Dennis Murphy wrote:

Hi:

On Wed, Mar 2, 2011 at 1:52 PM, John Smith  wrote:


Hello All,

I try to use the attached code to produce a cross over plot. There are 13
subjects, 7 of them in for/sal group, and 6 of them in sal/for group. But
in
xyplot, all the subjects are listed in both subgraphs. Could anyone help me
figure out how to get rid of the empty levels?



Let's start with the data frame construction. Using the vectors from your
original post,

studyLong <- data.frame(id = factor(rep(id, 2)),
 sequence = rep(sequence, 2),
 treat = c(treat1, treat2),
 pef = c(pef1, pef2))

Notice how I read the data frame from your original vectors. You made the
mistake of mixing character with numeric vectors in forming a matrix - by
doing that,
the matrix type is coerced to character. You then coerced the matrix to a
data frame,
but because you didn't set stringsAsFactors = FALSE, all four of the
variables
in your data frame were factors. Something looked weird to me in your first
graph, so I checked it with str():

str(studyLong)

'data.frame':   26 obs. of  4 variables:
 $ id  : Factor w/ 13 levels "1","10","11",..: 1 9 11 12 2 3 6 7 8 10
...
 $ sequence: Factor w/ 2 levels "for/sal","sal/for": 1 1 1 1 1 1 1 2 2 2 ...
 $ treat   : Factor w/ 2 levels "for","sal": 1 1 1 1 1 1 1 2 2 2 ...
 $ pef : Factor w/ 20 levels " 90","210","220",..: 9 9 15 20 4 16 11 15
9 16 ...

After I re-read it per above, it looked like this:

str(studyLong)

'data.frame':   26 obs. of  4 variables:
 $ id  : Factor w/ 13 levels  "1","2","3","4",..: 1 4 6 7 10 11 14 2 3 5
...
 $ sequence: Factor w/ 2 levels "for/sal","sal/for": 1 1 1 1 1 1 1 2 2 2 ...
 $ treat   : Factor w/ 2 levels "for","sal": 1 1 1 1 1 1 1 2 2 2 ...
 $ pef : num  310 310 370 410 250 380 330 370 310 380 ...

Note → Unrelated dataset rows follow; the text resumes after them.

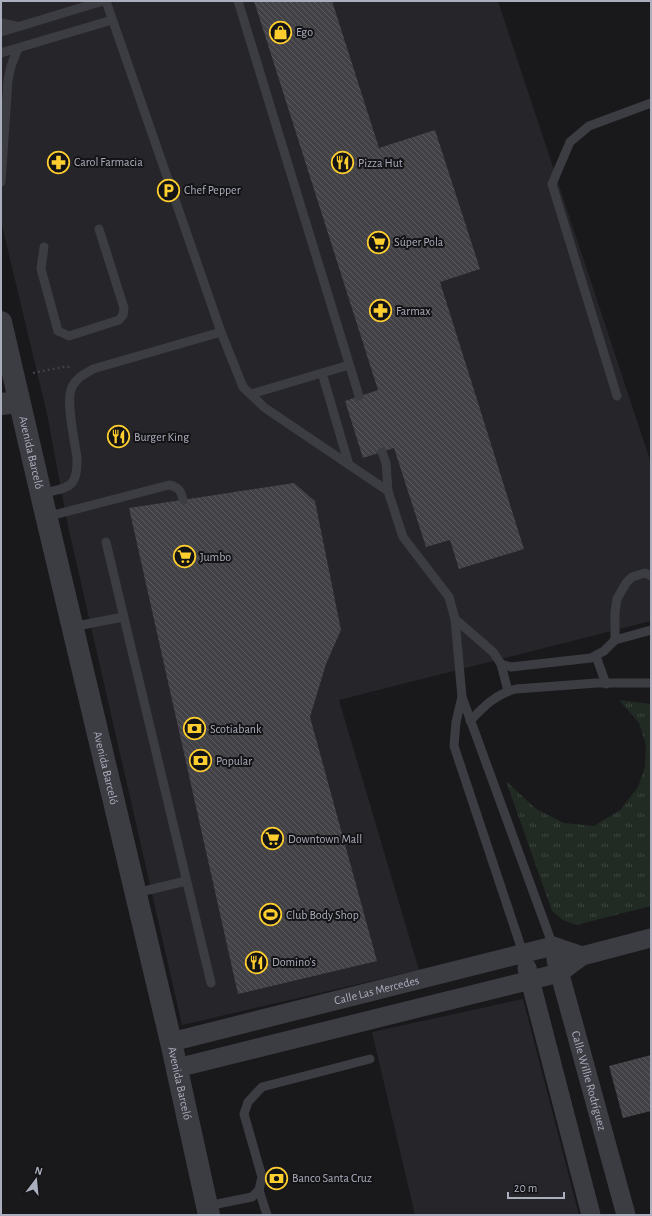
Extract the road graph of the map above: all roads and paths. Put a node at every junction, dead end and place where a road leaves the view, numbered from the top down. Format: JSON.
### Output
{"nodes":[{"id":1,"x":103,"y":1,"type":"edge"},
{"id":2,"x":106,"y":1,"type":"edge"},
{"id":3,"x":238,"y":1,"type":"edge"},
{"id":4,"x":112,"y":20,"type":"junction"},
{"id":5,"x":1,"y":23,"type":"edge"},
{"id":6,"x":19,"y":27,"type":"junction"},
{"id":7,"x":1,"y":32,"type":"edge"},
{"id":8,"x":18,"y":48,"type":"junction"},
{"id":9,"x":1,"y":52,"type":"edge"},
{"id":10,"x":651,"y":103,"type":"edge"},
{"id":11,"x":1,"y":182,"type":"edge"},
{"id":12,"x":99,"y":229,"type":"dead end"},
{"id":13,"x":44,"y":247,"type":"dead end"},
{"id":14,"x":1,"y":322,"type":"edge"},
{"id":15,"x":221,"y":332,"type":"junction"},
{"id":16,"x":349,"y":365,"type":"junction"},
{"id":17,"x":93,"y":369,"type":"junction"},
{"id":18,"x":322,"y":373,"type":"junction"},
{"id":19,"x":13,"y":377,"type":"junction"},
{"id":20,"x":251,"y":394,"type":"junction"},
{"id":21,"x":359,"y":396,"type":"dead end"},
{"id":22,"x":617,"y":396,"type":"dead end"},
{"id":23,"x":10,"y":403,"type":"edge"},
{"id":24,"x":382,"y":452,"type":"dead end"},
{"id":25,"x":349,"y":464,"type":"junction"},
{"id":26,"x":388,"y":491,"type":"junction"},
{"id":27,"x":40,"y":494,"type":"junction"},
{"id":28,"x":183,"y":500,"type":"dead end"},
{"id":29,"x":46,"y":517,"type":"junction"},
{"id":30,"x":106,"y":542,"type":"dead end"},
{"id":31,"x":651,"y":576,"type":"edge"},
{"id":32,"x":123,"y":617,"type":"junction"},
{"id":33,"x":455,"y":619,"type":"junction"},
{"id":34,"x":72,"y":627,"type":"junction"},
{"id":35,"x":651,"y":630,"type":"edge"},
{"id":36,"x":615,"y":640,"type":"junction"},
{"id":37,"x":596,"y":656,"type":"junction"},
{"id":38,"x":501,"y":664,"type":"junction"},
{"id":39,"x":651,"y":683,"type":"edge"},
{"id":40,"x":606,"y":684,"type":"junction"},
{"id":41,"x":508,"y":691,"type":"junction"},
{"id":42,"x":462,"y":697,"type":"junction"},
{"id":43,"x":470,"y":721,"type":"junction"},
{"id":44,"x":186,"y":880,"type":"junction"},
{"id":45,"x":136,"y":893,"type":"junction"},
{"id":46,"x":651,"y":938,"type":"edge"},
{"id":47,"x":553,"y":946,"type":"junction"},
{"id":48,"x":523,"y":953,"type":"junction"},
{"id":49,"x":582,"y":956,"type":"junction"},
{"id":50,"x":559,"y":973,"type":"junction"},
{"id":51,"x":529,"y":980,"type":"junction"},
{"id":52,"x":211,"y":983,"type":"dead end"},
{"id":53,"x":171,"y":1042,"type":"junction"},
{"id":54,"x":370,"y":1059,"type":"dead end"},
{"id":55,"x":177,"y":1068,"type":"junction"},
{"id":56,"x":259,"y":1190,"type":"junction"},
{"id":57,"x":208,"y":1211,"type":"edge"},
{"id":58,"x":267,"y":1215,"type":"edge"},
{"id":59,"x":591,"y":1215,"type":"edge"},
{"id":60,"x":626,"y":1215,"type":"edge"}],
"edges":[{"from":1,"to":6,"type":"lane"},
{"from":2,"to":4,"type":"lane"},
{"from":3,"to":16,"type":"lane"},
{"from":4,"to":8,"type":"lane"},
{"from":4,"to":15,"type":"lane"},
{"from":5,"to":6,"type":"lane"},
{"from":6,"to":7,"type":"lane"},
{"from":8,"to":9,"type":"lane"},
{"from":8,"to":11,"type":"lane"},
{"from":10,"to":22,"type":"lane"},
{"from":12,"to":13,"type":"lane"},
{"from":14,"to":19,"type":"street","name":"Avenida Barceló"},
{"from":15,"to":17,"type":"lane"},
{"from":15,"to":20,"type":"lane"},
{"from":16,"to":18,"type":"lane"},
{"from":16,"to":21,"type":"lane"},
{"from":17,"to":19,"type":"path"},
{"from":17,"to":27,"type":"lane"},
{"from":18,"to":20,"type":"lane"},
{"from":18,"to":25,"type":"lane"},
{"from":19,"to":23,"type":"street","name":"Avenida Barceló"},
{"from":20,"to":25,"type":"lane"},
{"from":23,"to":27,"type":"street","name":"Avenida Barceló"},
{"from":24,"to":26,"type":"lane"},
{"from":25,"to":26,"type":"lane"},
{"from":26,"to":33,"type":"lane"},
{"from":27,"to":29,"type":"street","name":"Avenida Barceló"},
{"from":28,"to":29,"type":"lane"},
{"from":29,"to":34,"type":"street","name":"Avenida Barceló"},
{"from":30,"to":32,"type":"lane"},
{"from":31,"to":36,"type":"lane"},
{"from":32,"to":34,"type":"lane"},
{"from":32,"to":44,"type":"lane"},
{"from":33,"to":38,"type":"lane"},
{"from":33,"to":42,"type":"lane"},
{"from":34,"to":45,"type":"street","name":"Avenida Barceló"},
{"from":35,"to":36,"type":"lane"},
{"from":36,"to":37,"type":"lane"},
{"from":37,"to":38,"type":"lane"},
{"from":37,"to":40,"type":"lane"},
{"from":38,"to":41,"type":"lane"},
{"from":39,"to":40,"type":"lane"},
{"from":40,"to":41,"type":"lane"},
{"from":41,"to":43,"type":"lane"},
{"from":42,"to":43,"type":"lane"},
{"from":42,"to":48,"type":"lane"},
{"from":43,"to":47,"type":"lane"},
{"from":44,"to":45,"type":"lane"},
{"from":44,"to":52,"type":"lane"},
{"from":45,"to":53,"type":"street","name":"Avenida Barceló"},
{"from":46,"to":49,"type":"street"},
{"from":47,"to":48,"type":"street","name":"Calle Las Mercedes"},
{"from":47,"to":49,"type":"street"},
{"from":47,"to":50,"type":"street","name":"Calle Willie Rodríguez"},
{"from":48,"to":51,"type":"street"},
{"from":48,"to":53,"type":"street","name":"Calle Las Mercedes"},
{"from":49,"to":50,"type":"street"},
{"from":50,"to":51,"type":"street"},
{"from":50,"to":60,"type":"street","name":"Calle Willie Rodríguez"},
{"from":51,"to":55,"type":"street"},
{"from":51,"to":59,"type":"street"},
{"from":53,"to":55,"type":"street","name":"Avenida Barceló"},
{"from":54,"to":56,"type":"lane"},
{"from":55,"to":57,"type":"street","name":"Avenida Barceló"},
{"from":56,"to":57,"type":"lane"},
{"from":56,"to":58,"type":"lane"}]}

If I understand your question, you want the only the levels for each
treatment group plotted in each panel. This is one way, but I'm guessing
it's not quite what you were expecting ( I wasn't :):

xyplot(pef ~ id | sequence, groups=treat, data=studyLong,
   auto.key=list(columns=2), scales = list(x = list(relation = 'free')))

I tried a couple of things without much success in lattice (I'm not
terribly good at writing panel functions off the top of my head, I'm
afraid),
but it was pretty easy to get what I think you want from ggplot2:

library(ggplot2)
g <- ggplot(studyLong, aes(x = id, y = pef, colour = treat))
g + geom_point() + facet_wrap( ~ sequence, scales = 'free_x')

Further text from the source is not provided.